→ **What is being asked**: All entries must be transcribed without a single difference.

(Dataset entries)
§ §
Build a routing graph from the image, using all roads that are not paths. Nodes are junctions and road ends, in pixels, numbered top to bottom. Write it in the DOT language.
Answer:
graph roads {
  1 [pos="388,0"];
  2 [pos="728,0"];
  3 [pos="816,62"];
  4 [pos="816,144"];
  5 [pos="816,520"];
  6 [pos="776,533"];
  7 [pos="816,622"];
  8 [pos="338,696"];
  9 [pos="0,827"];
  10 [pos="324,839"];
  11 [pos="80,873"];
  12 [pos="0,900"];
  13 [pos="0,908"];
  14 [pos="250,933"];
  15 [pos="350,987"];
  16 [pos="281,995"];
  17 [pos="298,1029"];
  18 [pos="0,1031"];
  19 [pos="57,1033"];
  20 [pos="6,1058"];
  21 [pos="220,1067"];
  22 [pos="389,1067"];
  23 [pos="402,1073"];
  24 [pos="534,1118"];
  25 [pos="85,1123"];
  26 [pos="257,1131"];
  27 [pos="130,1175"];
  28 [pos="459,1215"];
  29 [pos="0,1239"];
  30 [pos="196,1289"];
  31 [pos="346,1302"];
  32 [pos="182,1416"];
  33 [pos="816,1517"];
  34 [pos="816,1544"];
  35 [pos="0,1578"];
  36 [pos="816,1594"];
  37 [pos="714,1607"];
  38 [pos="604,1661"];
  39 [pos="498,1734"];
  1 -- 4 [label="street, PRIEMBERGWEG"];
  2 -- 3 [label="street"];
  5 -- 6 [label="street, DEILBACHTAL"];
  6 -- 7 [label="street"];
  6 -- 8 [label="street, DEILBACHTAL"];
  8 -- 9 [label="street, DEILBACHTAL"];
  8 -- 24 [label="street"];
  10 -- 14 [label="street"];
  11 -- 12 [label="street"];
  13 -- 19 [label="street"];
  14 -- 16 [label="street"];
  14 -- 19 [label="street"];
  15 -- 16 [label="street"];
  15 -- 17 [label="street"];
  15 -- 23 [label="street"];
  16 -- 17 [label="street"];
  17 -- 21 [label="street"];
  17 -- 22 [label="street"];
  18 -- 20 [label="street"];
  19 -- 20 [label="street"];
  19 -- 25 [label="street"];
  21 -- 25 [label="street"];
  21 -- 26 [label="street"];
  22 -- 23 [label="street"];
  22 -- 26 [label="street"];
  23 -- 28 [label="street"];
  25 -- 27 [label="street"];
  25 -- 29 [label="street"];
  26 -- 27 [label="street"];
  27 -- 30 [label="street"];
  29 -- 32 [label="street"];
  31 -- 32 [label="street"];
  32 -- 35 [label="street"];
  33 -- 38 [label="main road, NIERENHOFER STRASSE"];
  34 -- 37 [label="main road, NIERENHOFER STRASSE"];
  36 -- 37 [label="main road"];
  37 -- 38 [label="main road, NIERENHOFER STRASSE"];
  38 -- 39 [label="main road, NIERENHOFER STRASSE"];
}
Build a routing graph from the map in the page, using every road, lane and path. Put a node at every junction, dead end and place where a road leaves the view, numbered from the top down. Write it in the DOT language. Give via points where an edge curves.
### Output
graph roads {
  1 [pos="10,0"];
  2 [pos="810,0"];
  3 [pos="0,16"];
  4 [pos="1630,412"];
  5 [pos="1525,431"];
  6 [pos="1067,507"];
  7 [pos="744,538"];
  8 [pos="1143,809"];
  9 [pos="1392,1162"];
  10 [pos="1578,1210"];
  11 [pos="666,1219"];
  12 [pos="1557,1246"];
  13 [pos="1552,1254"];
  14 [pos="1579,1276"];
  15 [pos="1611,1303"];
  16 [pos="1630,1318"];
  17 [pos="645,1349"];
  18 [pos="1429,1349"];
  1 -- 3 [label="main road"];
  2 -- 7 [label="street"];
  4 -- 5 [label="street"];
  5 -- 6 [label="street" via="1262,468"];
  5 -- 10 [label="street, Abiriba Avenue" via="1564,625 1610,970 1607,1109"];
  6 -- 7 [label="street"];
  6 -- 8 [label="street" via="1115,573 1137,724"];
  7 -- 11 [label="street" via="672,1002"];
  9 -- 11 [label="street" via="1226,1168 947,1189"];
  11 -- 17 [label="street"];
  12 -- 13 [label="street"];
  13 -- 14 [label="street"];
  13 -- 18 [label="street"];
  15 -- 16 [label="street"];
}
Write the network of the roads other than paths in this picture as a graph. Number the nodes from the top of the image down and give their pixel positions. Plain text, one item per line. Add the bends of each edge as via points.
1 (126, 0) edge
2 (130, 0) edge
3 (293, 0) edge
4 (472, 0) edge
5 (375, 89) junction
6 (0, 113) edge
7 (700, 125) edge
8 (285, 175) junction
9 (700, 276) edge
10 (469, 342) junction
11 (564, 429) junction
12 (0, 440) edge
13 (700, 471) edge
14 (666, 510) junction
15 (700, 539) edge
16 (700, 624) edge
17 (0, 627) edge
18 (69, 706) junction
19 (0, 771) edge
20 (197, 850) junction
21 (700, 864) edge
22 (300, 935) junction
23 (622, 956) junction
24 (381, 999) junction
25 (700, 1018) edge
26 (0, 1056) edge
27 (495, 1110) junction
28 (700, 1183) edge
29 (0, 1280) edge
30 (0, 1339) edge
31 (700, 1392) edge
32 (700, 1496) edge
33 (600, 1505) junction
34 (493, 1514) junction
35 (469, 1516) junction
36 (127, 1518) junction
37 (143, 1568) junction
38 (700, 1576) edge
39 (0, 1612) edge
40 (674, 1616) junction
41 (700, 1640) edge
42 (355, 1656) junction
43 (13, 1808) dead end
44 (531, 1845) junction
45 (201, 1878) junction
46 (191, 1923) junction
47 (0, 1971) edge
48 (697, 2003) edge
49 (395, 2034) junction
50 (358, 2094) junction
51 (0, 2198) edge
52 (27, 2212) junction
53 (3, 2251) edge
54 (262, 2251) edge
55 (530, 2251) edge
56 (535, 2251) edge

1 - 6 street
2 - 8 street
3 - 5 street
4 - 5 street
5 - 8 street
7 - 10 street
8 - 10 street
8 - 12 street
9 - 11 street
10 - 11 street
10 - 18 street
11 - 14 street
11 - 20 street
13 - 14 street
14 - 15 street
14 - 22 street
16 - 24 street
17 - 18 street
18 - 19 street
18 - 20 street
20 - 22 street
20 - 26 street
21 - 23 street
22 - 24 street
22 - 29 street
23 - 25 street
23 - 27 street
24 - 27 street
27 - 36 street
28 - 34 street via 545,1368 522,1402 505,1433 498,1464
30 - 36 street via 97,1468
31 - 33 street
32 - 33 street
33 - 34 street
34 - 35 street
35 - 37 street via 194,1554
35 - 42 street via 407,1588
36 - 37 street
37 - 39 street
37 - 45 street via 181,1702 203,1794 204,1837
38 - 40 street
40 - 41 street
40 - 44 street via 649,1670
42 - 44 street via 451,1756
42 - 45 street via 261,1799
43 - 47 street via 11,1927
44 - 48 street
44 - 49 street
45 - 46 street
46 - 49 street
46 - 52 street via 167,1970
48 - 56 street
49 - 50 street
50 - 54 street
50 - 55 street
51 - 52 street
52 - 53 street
§ §
→ **Result of this exercise**:
Build a routing graph from the image, using all roads that are not paths. Nodes are junctions and road ends, in pixels, numbered top to bottom. Write it in the DOT language.
Answer:
graph roads {
  1 [pos="388,0"];
  2 [pos="728,0"];
  3 [pos="816,62"];
  4 [pos="816,144"];
  5 [pos="816,520"];
  6 [pos="776,533"];
  7 [pos="816,622"];
  8 [pos="338,696"];
  9 [pos="0,827"];
  10 [pos="324,839"];
  11 [pos="80,873"];
  12 [pos="0,900"];
  13 [pos="0,908"];
  14 [pos="250,933"];
  15 [pos="350,987"];
  16 [pos="281,995"];
  17 [pos="298,1029"];
  18 [pos="0,1031"];
  19 [pos="57,1033"];
  20 [pos="6,1058"];
  21 [pos="220,1067"];
  22 [pos="389,1067"];
  23 [pos="402,1073"];
  24 [pos="534,1118"];
  25 [pos="85,1123"];
  26 [pos="257,1131"];
  27 [pos="130,1175"];
  28 [pos="459,1215"];
  29 [pos="0,1239"];
  30 [pos="196,1289"];
  31 [pos="346,1302"];
  32 [pos="182,1416"];
  33 [pos="816,1517"];
  34 [pos="816,1544"];
  35 [pos="0,1578"];
  36 [pos="816,1594"];
  37 [pos="714,1607"];
  38 [pos="604,1661"];
  39 [pos="498,1734"];
  1 -- 4 [label="street, PRIEMBERGWEG"];
  2 -- 3 [label="street"];
  5 -- 6 [label="street, DEILBACHTAL"];
  6 -- 7 [label="street"];
  6 -- 8 [label="street, DEILBACHTAL"];
  8 -- 9 [label="street, DEILBACHTAL"];
  8 -- 24 [label="street"];
  10 -- 14 [label="street"];
  11 -- 12 [label="street"];
  13 -- 19 [label="street"];
  14 -- 16 [label="street"];
  14 -- 19 [label="street"];
  15 -- 16 [label="street"];
  15 -- 17 [label="street"];
  15 -- 23 [label="street"];
  16 -- 17 [label="street"];
  17 -- 21 [label="street"];
  17 -- 22 [label="street"];
  18 -- 20 [label="street"];
  19 -- 20 [label="street"];
  19 -- 25 [label="street"];
  21 -- 25 [label="street"];
  21 -- 26 [label="street"];
  22 -- 23 [label="street"];
  22 -- 26 [label="street"];
  23 -- 28 [label="street"];
  25 -- 27 [label="street"];
  25 -- 29 [label="street"];
  26 -- 27 [label="street"];
  27 -- 30 [label="street"];
  29 -- 32 [label="street"];
  31 -- 32 [label="street"];
  32 -- 35 [label="street"];
  33 -- 38 [label="main road, NIERENHOFER STRASSE"];
  34 -- 37 [label="main road, NIERENHOFER STRASSE"];
  36 -- 37 [label="main road"];
  37 -- 38 [label="main road, NIERENHOFER STRASSE"];
  38 -- 39 [label="main road, NIERENHOFER STRASSE"];
}
Build a routing graph from the map in the page, using every road, lane and path. Put a node at every junction, dead end and place where a road leaves the view, numbered from the top down. Write it in the DOT language. Give via points where an edge curves.
### Output
graph roads {
  1 [pos="10,0"];
  2 [pos="810,0"];
  3 [pos="0,16"];
  4 [pos="1630,412"];
  5 [pos="1525,431"];
  6 [pos="1067,507"];
  7 [pos="744,538"];
  8 [pos="1143,809"];
  9 [pos="1392,1162"];
  10 [pos="1578,1210"];
  11 [pos="666,1219"];
  12 [pos="1557,1246"];
  13 [pos="1552,1254"];
  14 [pos="1579,1276"];
  15 [pos="1611,1303"];
  16 [pos="1630,1318"];
  17 [pos="645,1349"];
  18 [pos="1429,1349"];
  1 -- 3 [label="main road"];
  2 -- 7 [label="street"];
  4 -- 5 [label="street"];
  5 -- 6 [label="street" via="1262,468"];
  5 -- 10 [label="street, Abiriba Avenue" via="1564,625 1610,970 1607,1109"];
  6 -- 7 [label="street"];
  6 -- 8 [label="street" via="1115,573 1137,724"];
  7 -- 11 [label="street" via="672,1002"];
  9 -- 11 [label="street" via="1226,1168 947,1189"];
  11 -- 17 [label="street"];
  12 -- 13 [label="street"];
  13 -- 14 [label="street"];
  13 -- 18 [label="street"];
  15 -- 16 [label="street"];
}
Write the network of the roads other than paths in this picture as a graph. Number the nodes from the top of the image down and give their pixel positions. Plain text, one item per line. Add the bends of each edge as via points.
1 (126, 0) edge
2 (130, 0) edge
3 (293, 0) edge
4 (472, 0) edge
5 (375, 89) junction
6 (0, 113) edge
7 (700, 125) edge
8 (285, 175) junction
9 (700, 276) edge
10 (469, 342) junction
11 (564, 429) junction
12 (0, 440) edge
13 (700, 471) edge
14 (666, 510) junction
15 (700, 539) edge
16 (700, 624) edge
17 (0, 627) edge
18 (69, 706) junction
19 (0, 771) edge
20 (197, 850) junction
21 (700, 864) edge
22 (300, 935) junction
23 (622, 956) junction
24 (381, 999) junction
25 (700, 1018) edge
26 (0, 1056) edge
27 (495, 1110) junction
28 (700, 1183) edge
29 (0, 1280) edge
30 (0, 1339) edge
31 (700, 1392) edge
32 (700, 1496) edge
33 (600, 1505) junction
34 (493, 1514) junction
35 (469, 1516) junction
36 (127, 1518) junction
37 (143, 1568) junction
38 (700, 1576) edge
39 (0, 1612) edge
40 (674, 1616) junction
41 (700, 1640) edge
42 (355, 1656) junction
43 (13, 1808) dead end
44 (531, 1845) junction
45 (201, 1878) junction
46 (191, 1923) junction
47 (0, 1971) edge
48 (697, 2003) edge
49 (395, 2034) junction
50 (358, 2094) junction
51 (0, 2198) edge
52 (27, 2212) junction
53 (3, 2251) edge
54 (262, 2251) edge
55 (530, 2251) edge
56 (535, 2251) edge

1 - 6 street
2 - 8 street
3 - 5 street
4 - 5 street
5 - 8 street
7 - 10 street
8 - 10 street
8 - 12 street
9 - 11 street
10 - 11 street
10 - 18 street
11 - 14 street
11 - 20 street
13 - 14 street
14 - 15 street
14 - 22 street
16 - 24 street
17 - 18 street
18 - 19 street
18 - 20 street
20 - 22 street
20 - 26 street
21 - 23 street
22 - 24 street
22 - 29 street
23 - 25 street
23 - 27 street
24 - 27 street
27 - 36 street
28 - 34 street via 545,1368 522,1402 505,1433 498,1464
30 - 36 street via 97,1468
31 - 33 street
32 - 33 street
33 - 34 street
34 - 35 street
35 - 37 street via 194,1554
35 - 42 street via 407,1588
36 - 37 street
37 - 39 street
37 - 45 street via 181,1702 203,1794 204,1837
38 - 40 street
40 - 41 street
40 - 44 street via 649,1670
42 - 44 street via 451,1756
42 - 45 street via 261,1799
43 - 47 street via 11,1927
44 - 48 street
44 - 49 street
45 - 46 street
46 - 49 street
46 - 52 street via 167,1970
48 - 56 street
49 - 50 street
50 - 54 street
50 - 55 street
51 - 52 street
52 - 53 street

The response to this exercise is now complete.